Several top Trump administration officials are facing scrutiny for sending detailed operational plans and other likely highly classified information about US military strikes on Yemen to a group chat on a messaging app that inadvertently included the editor-in-chief of The Atlantic, Jeffrey Goldberg.

The mistake amounts to an unprecedented breach of security by some of President Donald Trump’s most senior national security officials and raises questions about whether they violated the Espionage Act, which makes it illegal to mishandle national defense information.

Normally, discussions of this nature occur in a sensitive compartmented information facility (SCIF), a highly secure area to discuss classified information.

A spokesperson for the National Security Council told CNN the messages appeared to be authentic. When asked about the report, Trump told reporters on Monday in the Roosevelt room, “I don’t know anything about it.”

A CNN KFile review uncovered multiple instances in which officials, believed by Goldberg to have joined the group chat, previously criticized others for how they handled classified information and materials.

Secretary of Defense Pete Hegseth, a former Fox News host; White House deputy chief of staff Stephen Miller; national security adviser Mike Waltz; and Secretary of State Marco Rubio have all made public comments in the past attacking officials under Presidents Barack Obama and Joe Biden for allegedly being sloppy with sensitive government information. CNN reached out to the officials’ agencies for comment.

Much of that criticism has revolved around Hillary Clinton’s use of a private email server when she was Secretary of State under President Obama.

Rubio, identified by Goldberg in the chat as “MAR,” repeatedly attacked Clinton over the issue in 2015 and 2016 – tweeting about it at least a dozen times.

“Nobody is above the law. Not even Hillary Clinton – even though she thinks she is,” he said on Fox News in January 2016.

In an August 2015 Fox News interview, Rubio noted that classified information should only be viewed in a secure room to protect it from unauthorized access or surveillance.

“You most certainly know you shouldn’t be talking about it or passing it on in an email, particularly to a private server like the one she had. What they did is reckless – it’s complete recklessness and incompetence.”

In a November 2016 Fox News appearance, Hegseth called Clinton’s use of the email server, “criminal.”

“People have gone to jail for 1/100th of what – even 1/1,000th of what Hillary Clinton did.”

In September 2017, Hegseth criticized Clinton’s use of the server on Fox News, calling her “such a corrupt politician,” and her actions “reckless.”

Waltz, who invited The Atlantic journalist to the group chat, similarly tweeted his outrage that the Department of Justice did not pursue charges against Clinton for her private messages.

“Biden’s sitting National Security Advisor Jake Sullivan sent Top Secret messages to Hillary Clinton’s private account. And what did DOJ do about it? Not a damn thing,” Waltz tweeted in June 2023.

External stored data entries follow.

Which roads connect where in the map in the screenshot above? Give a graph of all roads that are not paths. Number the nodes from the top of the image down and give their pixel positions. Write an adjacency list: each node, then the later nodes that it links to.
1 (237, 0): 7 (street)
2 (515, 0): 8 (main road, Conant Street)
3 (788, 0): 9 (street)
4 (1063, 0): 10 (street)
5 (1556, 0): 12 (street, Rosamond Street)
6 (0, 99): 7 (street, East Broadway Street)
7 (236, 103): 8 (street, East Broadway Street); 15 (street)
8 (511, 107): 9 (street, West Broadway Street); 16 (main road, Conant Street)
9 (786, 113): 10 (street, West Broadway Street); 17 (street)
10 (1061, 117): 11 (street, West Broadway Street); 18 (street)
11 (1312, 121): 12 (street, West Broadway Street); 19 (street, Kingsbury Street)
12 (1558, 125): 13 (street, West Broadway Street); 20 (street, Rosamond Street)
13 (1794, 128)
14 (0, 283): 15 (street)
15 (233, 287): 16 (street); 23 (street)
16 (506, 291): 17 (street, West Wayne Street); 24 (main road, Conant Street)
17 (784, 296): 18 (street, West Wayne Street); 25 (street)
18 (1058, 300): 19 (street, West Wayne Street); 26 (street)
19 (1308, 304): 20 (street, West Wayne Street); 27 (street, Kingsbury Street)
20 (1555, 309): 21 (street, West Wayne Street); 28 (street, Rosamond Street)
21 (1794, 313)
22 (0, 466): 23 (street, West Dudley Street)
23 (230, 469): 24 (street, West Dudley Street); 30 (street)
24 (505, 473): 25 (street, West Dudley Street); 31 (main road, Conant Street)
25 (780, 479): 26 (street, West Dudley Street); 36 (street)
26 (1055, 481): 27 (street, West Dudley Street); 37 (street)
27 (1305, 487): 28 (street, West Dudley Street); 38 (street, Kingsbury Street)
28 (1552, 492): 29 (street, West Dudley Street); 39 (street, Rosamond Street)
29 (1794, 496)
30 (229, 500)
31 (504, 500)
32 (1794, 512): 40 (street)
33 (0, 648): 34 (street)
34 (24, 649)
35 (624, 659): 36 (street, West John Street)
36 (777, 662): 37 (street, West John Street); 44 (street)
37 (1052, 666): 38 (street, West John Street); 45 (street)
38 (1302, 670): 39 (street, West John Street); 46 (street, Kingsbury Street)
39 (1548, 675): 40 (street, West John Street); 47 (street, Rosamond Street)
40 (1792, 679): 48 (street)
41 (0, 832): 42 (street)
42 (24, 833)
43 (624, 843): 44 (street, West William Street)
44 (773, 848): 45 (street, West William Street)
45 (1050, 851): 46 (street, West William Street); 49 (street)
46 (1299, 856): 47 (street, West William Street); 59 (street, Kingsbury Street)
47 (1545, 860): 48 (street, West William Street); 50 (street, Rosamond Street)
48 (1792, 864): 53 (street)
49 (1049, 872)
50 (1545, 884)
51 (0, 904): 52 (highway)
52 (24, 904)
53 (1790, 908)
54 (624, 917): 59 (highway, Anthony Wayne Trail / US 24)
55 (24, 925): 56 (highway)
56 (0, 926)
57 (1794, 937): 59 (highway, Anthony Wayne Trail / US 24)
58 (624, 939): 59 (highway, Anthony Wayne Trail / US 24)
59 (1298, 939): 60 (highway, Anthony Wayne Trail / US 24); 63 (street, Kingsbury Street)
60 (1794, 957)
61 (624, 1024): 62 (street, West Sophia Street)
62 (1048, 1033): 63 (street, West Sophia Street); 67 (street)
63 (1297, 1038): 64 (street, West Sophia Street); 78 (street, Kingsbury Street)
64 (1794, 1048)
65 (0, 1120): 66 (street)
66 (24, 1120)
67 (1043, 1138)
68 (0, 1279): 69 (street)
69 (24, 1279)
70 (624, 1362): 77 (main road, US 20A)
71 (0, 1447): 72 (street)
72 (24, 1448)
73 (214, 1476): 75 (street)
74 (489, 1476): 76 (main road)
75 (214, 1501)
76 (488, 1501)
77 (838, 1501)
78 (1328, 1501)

Earlier that week, Waltz lamented, “How is it Hillary Clinton can delete 33,000 government emails on a private server yet President Trump gets indicted for having documents he could declassify?”

And in a Fox News interview in May 2024, Waltz said of Biden’s mishandling of classified documents, “All of those things are a crime, he should be charged at least.”

“I have seen those classified documents that were sitting in Biden’s garage and his basement – highly classified, highly relevant to what’s going on in the world today, with very, very sensitive sources,” he added.

In August 2022, Miller tweeted, “One point that doesn’t get made enough about Hillary’s unsecured server illegally used to conduct state business (obviously created to hide the Clintons’ corrupt pay-for-play): foreign adversaries could easily hack classified ops & intel in real time from other side of the globe.”

Clinton’s email scandal is not the only example. In a late 2012 appearance on Fox News, Hegseth criticized sharing classified information with journalists and filmmakers in a segment regarding how the Obama administration shared intelligence to the filmmakers of “Zero Dark Thirty,” a 2012 film that depicts the CIA’s decadelong hunt for Osama bin Laden after the 9/11 terrorist attacks.

Hegseth responded, “If we’re sharing intelligence with filmmakers in addition to it being leaked to the New York Times, and we’re releasing movies to affect political elections based on that intelligence, that’s an absolute bright line of something we shouldn’t be doing.”

Zero Dark Thirty was released in mid-December 2012 – a month after the 2012 presidential election.

Another national security official Goldberg believes was on the chain, Director of National Intelligence Tulsi Gabbard tweeted on March 14, denouncing leaking information to journalists.

“Any unauthorized release of classified information is a violation of the law and will be treated as such.” The tweet came one day after the group chat began and one day before the US military strikes in Yemen occurred.

Gabbard recently pulled security clearances from current and former Biden administration officials and barred access to classified information briefings. The move, made at Trump’s direction, was seen as retaliation for Biden revoking security clearance from Trump amidst his administration’s mishandling of classified documents.